Marty Lafferty, (pictured right) CEO of the Distributed Computing Industry Association (DCIA) gives us a synopsis of the Next Generation P2P sessions at the recent Digital Hollywood Europe conference held in London’s docklands.
The Next Generation P2P sessions spread over the morning and afternoon with speakers including CacheLogic CTO Andrew Parker; Digital Containers CEO Chip Venters; Friend Media Technology Systems (FMTS) CTO Jonathan Friend; RawFlow Marketing Manager Ingjerd Jevnaker; INTENT MediaWorks CEO & Co-Founder Les Ottolenghi; Kendra Initiative Founder Daniel Harris; Warner Bros. VP of EMEA Anti-Piracy Operations Trevor Albery; Altnet CTO Anthony Rose; CyberSky-TV CEO Guido Ciburski; Oversi VP of Strategy and Legal Affairs Dr. Nimrod Koslowski; and FTI Consulting Senior Managing Director Bruce Benson.
Andrew Parker (pictured right) opened by noting that P2P first moved to the forefront of digital media distribution in 1999. It has since become the single most dominant Internet protocol now representing 65%-to-75% of all online traffic globally. Remarkably, each time that adverse pressure has been applied to slow its growth, the technology has moved forward to wider adoption. Now, economic incentives are driving content owners to explore the benefits of embracing P2P, which holds the potential to provide a near broadcast environment online.
There are still many technical challenges to overcome to achieve the full potential of P2P as an entertainment distribution channel, however, and CacheLogic is working in this arena with several critical offerings. It is important at this juncture to avoid a pendulum effect from swinging too far in the direction of extreme control with overly restrictive DRM implementations.

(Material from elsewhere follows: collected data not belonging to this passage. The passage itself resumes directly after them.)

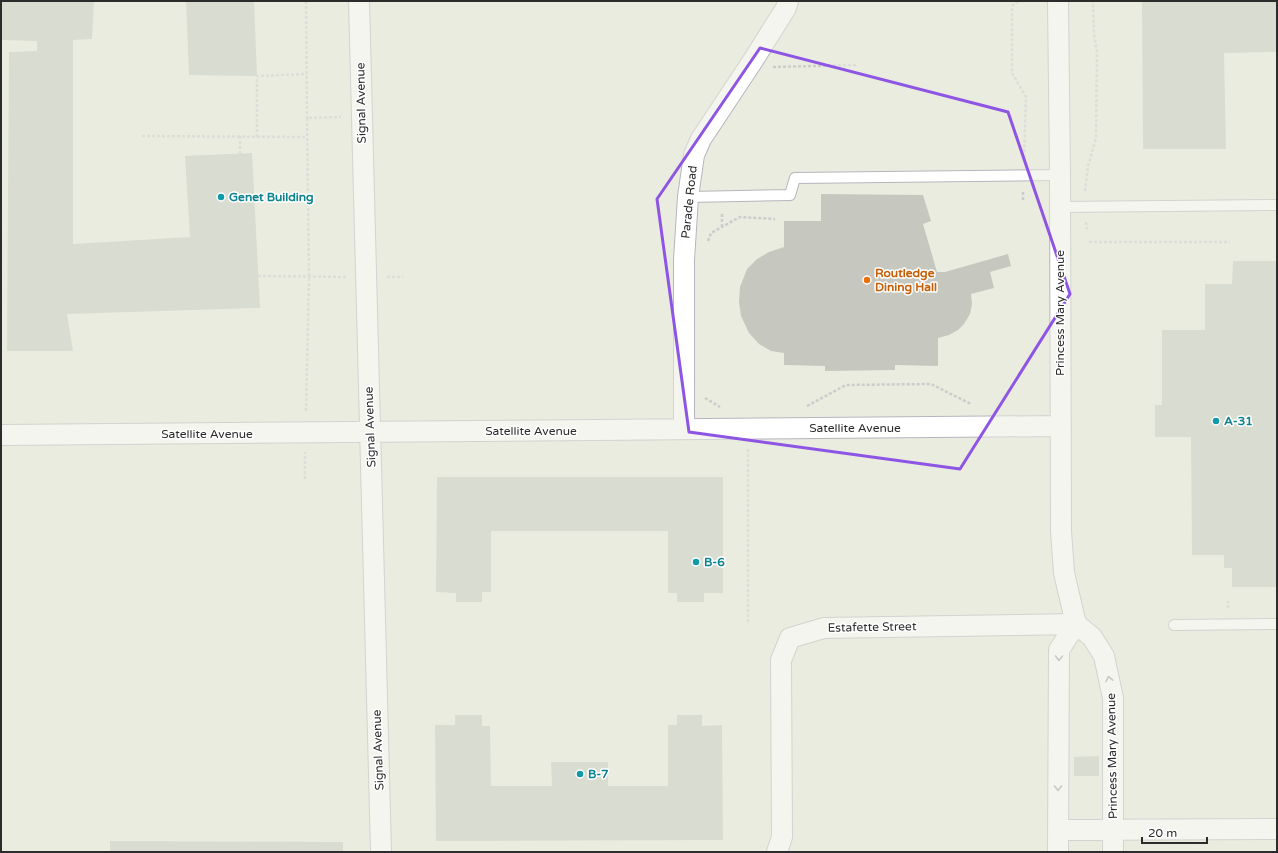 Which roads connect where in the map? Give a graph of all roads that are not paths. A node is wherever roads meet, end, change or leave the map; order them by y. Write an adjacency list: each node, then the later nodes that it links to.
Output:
1 (359, 1): 10 (street, Signal Avenue)
2 (788, 1): 5 (street, Parade Road)
3 (1058, 1): 4 (street, Princess Mary Avenue)
4 (1060, 174): 5 (lane); 7 (street, Princess Mary Avenue)
5 (688, 197): 9 (street, Parade Road)
6 (1277, 205): 7 (lane)
7 (1060, 207): 8 (street, Princess Mary Avenue)
8 (1061, 426): 9 (street, Satellite Avenue); 12 (street, Princess Mary Avenue)
9 (684, 430): 10 (street, Satellite Avenue)
10 (370, 432): 11 (street, Satellite Avenue); 18 (street, Signal Avenue)
11 (1, 435)
12 (1076, 624): 16 (street, one-way to 16); 17 (street, Princess Mary Avenue, one-way to 12); 19 (street, Estafette Street)
13 (1277, 624): 14 (lane)
14 (1174, 625)
15 (1277, 829): 17 (street)
16 (1058, 830): 17 (street); 20 (street)
17 (1113, 830): 21 (street, Princess Mary Avenue)
18 (381, 852)
19 (777, 852)
20 (1058, 852)
21 (1113, 852) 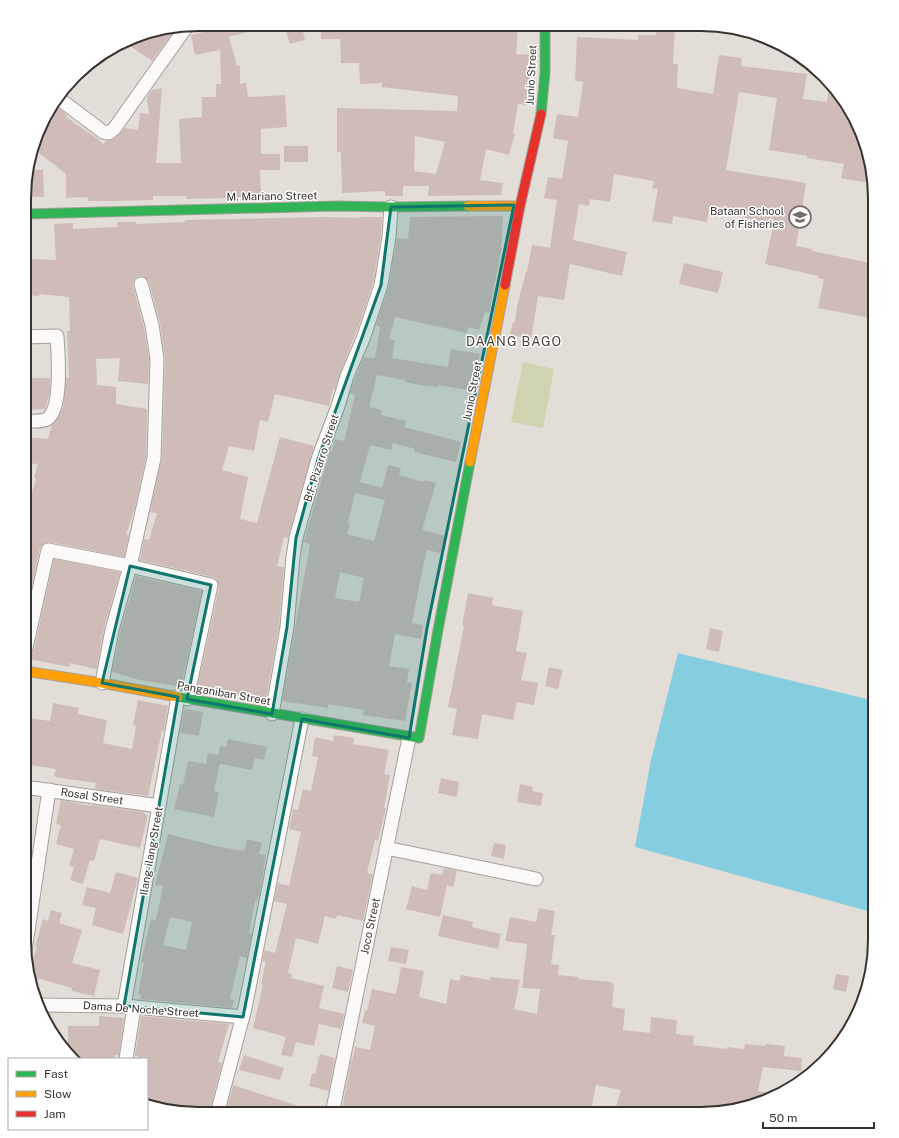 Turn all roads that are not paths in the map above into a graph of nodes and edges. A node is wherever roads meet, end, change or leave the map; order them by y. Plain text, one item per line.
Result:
1 (183, 31) edge
2 (545, 31) edge
3 (536, 65) dead end
4 (534, 87) dead end
5 (62, 101) edge
6 (527, 135) dead end
7 (517, 205) junction
8 (391, 207) junction
9 (31, 214) edge
10 (141, 284) dead end
11 (31, 337) edge
12 (31, 421) edge
13 (130, 566) junction
14 (438, 581) dead end
15 (31, 625) edge
16 (31, 672) edge
17 (102, 683) junction
18 (182, 698) junction
19 (272, 714) junction
20 (302, 719) junction
21 (413, 735) junction
22 (31, 788) edge
23 (49, 790) junction
24 (159, 806) junction
25 (386, 848) junction
26 (536, 879) dead end
27 (31, 911) edge
28 (44, 1005) edge
29 (129, 1006) junction
30 (243, 1017) junction
31 (126, 1058) edge
32 (219, 1107) edge
33 (333, 1107) edge

1 - 5 street
2 - 7 street, Junio Street
3 - 4 street, Junio Street
6 - 7 street, Junio Street
7 - 8 street, M. Mariano Street
7 - 14 street, Junio Street
7 - 21 street, Junio Street
8 - 9 street, M. Mariano Street
8 - 19 street, B.F. Pizarro Street
10 - 13 street
11 - 12 street
13 - 15 street
13 - 17 street
13 - 18 street, Ilang-ilang Street
16 - 17 street, Panganiban Street
17 - 18 street, Panganiban Street
18 - 19 street, Panganiban Street
18 - 24 street, Ilang-ilang Street
19 - 20 street, Panganiban Street
20 - 21 street, Panganiban Street
20 - 30 street
21 - 25 street, Joco Street
22 - 23 street, Rosal Street
23 - 24 street, Rosal Street
23 - 27 street
24 - 29 street, Ilang-ilang Street
25 - 26 street
25 - 33 street, Joco Street
28 - 29 street, Dama De Noche Street
29 - 30 street, Dama De Noche Street
29 - 31 street, Ilang-ilang Street
30 - 32 street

Chip Venters (pictured left) postulated that P2P is the ideal protocol for super-distribution based on the exploitation of payment systems traveling with content files – digital containers that persistently send information back to content providers – for example, when a file has moved or copies have been made. P2P today represents a market of 200 million consumers, but with not much yet available for sale to them.
P2P has gained considerable credibility since the establishment of the MGM v. Grokster inducement doctrine, and leading content owners are no longer focused on bullet-proof encryption as a pre-requisite for exploring P2P, but rather on how to make money. The current DRM mantra has become “keep honest people honest.” We need to move beyond proprietary and walled-garden approaches in digital distribution; content must be able to be readily redistributed usably. With the coming of IPV6 and virtually unlimited IP addresses, Digital Containers’ harnessing of P2P will have even greater applicability and value.
Jonathan Friend expressed the view that there needs to continue to be a strong anti-piracy focus to fully develop the commercial potential of P2P. The fact is that the majority of P2P content continues to be copyright-infringing, despite court rulings and enforcement efforts. User education has also been deficient, with some 60% of P2P users not even aware of the legitimate uses of P2P. Disturbingly, too, is that recent dispute settlements have propelled an accelerated migration to open-source client development, which along with commercially beneficial attributes, has also brought a greater emphasis on techniques to guarantee user privacy, exacerbating the challenges faced by interdiction and other enforcement initiatives.
What is needed now is to combine FMTS’ more advanced anti-piracy efforts with other activities, such as marketing campaigns and educational programs. The inevitable movement to open standards must be guided towards positive aspects such as interoperability, and the industry will find additional business uses of P2P as the growth of decentralized networks continues to expand.